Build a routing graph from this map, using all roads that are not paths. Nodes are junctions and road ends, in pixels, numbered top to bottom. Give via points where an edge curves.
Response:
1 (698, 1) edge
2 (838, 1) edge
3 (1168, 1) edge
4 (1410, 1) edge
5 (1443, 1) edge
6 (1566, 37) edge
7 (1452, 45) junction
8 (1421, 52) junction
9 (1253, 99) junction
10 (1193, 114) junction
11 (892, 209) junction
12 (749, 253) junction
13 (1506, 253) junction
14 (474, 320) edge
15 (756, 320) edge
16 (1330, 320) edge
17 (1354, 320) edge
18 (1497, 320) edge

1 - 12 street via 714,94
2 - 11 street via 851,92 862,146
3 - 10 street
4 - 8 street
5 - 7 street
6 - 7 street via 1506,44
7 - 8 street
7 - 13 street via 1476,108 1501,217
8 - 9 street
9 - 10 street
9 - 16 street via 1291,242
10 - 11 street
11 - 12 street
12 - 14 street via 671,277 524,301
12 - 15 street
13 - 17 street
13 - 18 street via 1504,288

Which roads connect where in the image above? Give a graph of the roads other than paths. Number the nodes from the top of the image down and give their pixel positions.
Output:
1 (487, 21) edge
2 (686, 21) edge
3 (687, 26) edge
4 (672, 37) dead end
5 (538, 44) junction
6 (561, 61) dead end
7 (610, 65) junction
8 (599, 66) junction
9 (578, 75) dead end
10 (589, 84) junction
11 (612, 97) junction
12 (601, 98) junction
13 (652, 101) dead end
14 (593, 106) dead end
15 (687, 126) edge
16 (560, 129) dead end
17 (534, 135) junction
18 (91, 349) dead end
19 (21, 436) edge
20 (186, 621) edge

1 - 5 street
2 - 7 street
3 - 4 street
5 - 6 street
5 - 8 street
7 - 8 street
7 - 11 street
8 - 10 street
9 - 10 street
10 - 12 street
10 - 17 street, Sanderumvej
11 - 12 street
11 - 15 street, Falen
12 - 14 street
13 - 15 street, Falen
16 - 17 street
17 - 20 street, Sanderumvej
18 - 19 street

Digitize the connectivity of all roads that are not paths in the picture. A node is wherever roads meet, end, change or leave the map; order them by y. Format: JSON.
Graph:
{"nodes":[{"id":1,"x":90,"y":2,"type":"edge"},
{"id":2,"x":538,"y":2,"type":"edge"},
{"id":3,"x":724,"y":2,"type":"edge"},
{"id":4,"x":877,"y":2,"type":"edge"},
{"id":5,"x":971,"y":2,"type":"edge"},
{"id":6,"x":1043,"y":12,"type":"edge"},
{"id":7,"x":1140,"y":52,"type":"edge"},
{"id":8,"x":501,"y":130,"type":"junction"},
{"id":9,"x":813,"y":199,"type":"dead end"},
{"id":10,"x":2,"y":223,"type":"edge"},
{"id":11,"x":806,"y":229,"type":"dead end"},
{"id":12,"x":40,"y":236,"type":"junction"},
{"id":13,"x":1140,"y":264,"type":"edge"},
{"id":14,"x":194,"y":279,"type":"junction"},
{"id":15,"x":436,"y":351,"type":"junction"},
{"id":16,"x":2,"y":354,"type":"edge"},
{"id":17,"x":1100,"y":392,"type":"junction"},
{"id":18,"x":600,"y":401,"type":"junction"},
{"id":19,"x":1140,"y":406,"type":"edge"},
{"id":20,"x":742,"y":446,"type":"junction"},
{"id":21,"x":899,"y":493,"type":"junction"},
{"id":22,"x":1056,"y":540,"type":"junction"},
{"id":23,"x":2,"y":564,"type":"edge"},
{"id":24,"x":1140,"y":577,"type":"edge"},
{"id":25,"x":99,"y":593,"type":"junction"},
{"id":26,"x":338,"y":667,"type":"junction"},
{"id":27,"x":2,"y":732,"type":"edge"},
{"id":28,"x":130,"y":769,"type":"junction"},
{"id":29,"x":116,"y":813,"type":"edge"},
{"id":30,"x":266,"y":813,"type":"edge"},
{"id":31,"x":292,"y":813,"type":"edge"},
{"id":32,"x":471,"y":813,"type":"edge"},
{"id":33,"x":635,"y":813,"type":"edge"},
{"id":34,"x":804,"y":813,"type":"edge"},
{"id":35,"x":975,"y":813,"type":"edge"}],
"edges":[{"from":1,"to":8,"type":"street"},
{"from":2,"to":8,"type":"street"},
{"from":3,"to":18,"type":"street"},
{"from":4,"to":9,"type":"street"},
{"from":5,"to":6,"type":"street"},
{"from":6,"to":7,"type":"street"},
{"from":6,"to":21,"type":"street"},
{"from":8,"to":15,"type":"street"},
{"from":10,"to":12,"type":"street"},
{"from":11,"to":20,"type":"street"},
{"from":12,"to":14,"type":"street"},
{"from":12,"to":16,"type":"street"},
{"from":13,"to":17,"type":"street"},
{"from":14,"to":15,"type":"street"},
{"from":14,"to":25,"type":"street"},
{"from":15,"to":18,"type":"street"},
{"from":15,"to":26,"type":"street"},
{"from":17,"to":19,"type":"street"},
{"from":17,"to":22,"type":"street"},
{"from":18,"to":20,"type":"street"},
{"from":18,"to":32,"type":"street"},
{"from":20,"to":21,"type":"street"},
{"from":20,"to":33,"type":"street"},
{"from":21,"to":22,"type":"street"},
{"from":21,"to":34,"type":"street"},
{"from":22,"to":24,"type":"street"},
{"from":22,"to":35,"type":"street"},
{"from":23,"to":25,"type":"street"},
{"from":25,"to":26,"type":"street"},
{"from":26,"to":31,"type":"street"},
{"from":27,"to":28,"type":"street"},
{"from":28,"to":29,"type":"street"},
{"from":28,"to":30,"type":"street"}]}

■ Task to carry out: Using the entries above, return exactly the lines from the line with "Which roads connect" to the line with "Digitize the connectivity", counting both of those lines.

■ Written answer:
Which roads connect where in the image above? Give a graph of the roads other than paths. Number the nodes from the top of the image down and give their pixel positions.
Output:
1 (487, 21) edge
2 (686, 21) edge
3 (687, 26) edge
4 (672, 37) dead end
5 (538, 44) junction
6 (561, 61) dead end
7 (610, 65) junction
8 (599, 66) junction
9 (578, 75) dead end
10 (589, 84) junction
11 (612, 97) junction
12 (601, 98) junction
13 (652, 101) dead end
14 (593, 106) dead end
15 (687, 126) edge
16 (560, 129) dead end
17 (534, 135) junction
18 (91, 349) dead end
19 (21, 436) edge
20 (186, 621) edge

1 - 5 street
2 - 7 street
3 - 4 street
5 - 6 street
5 - 8 street
7 - 8 street
7 - 11 street
8 - 10 street
9 - 10 street
10 - 12 street
10 - 17 street, Sanderumvej
11 - 12 street
11 - 15 street, Falen
12 - 14 street
13 - 15 street, Falen
16 - 17 street
17 - 20 street, Sanderumvej
18 - 19 street

Digitize the connectivity of all roads that are not paths in the picture. A node is wherever roads meet, end, change or leave the map; order them by y. Format: JSON.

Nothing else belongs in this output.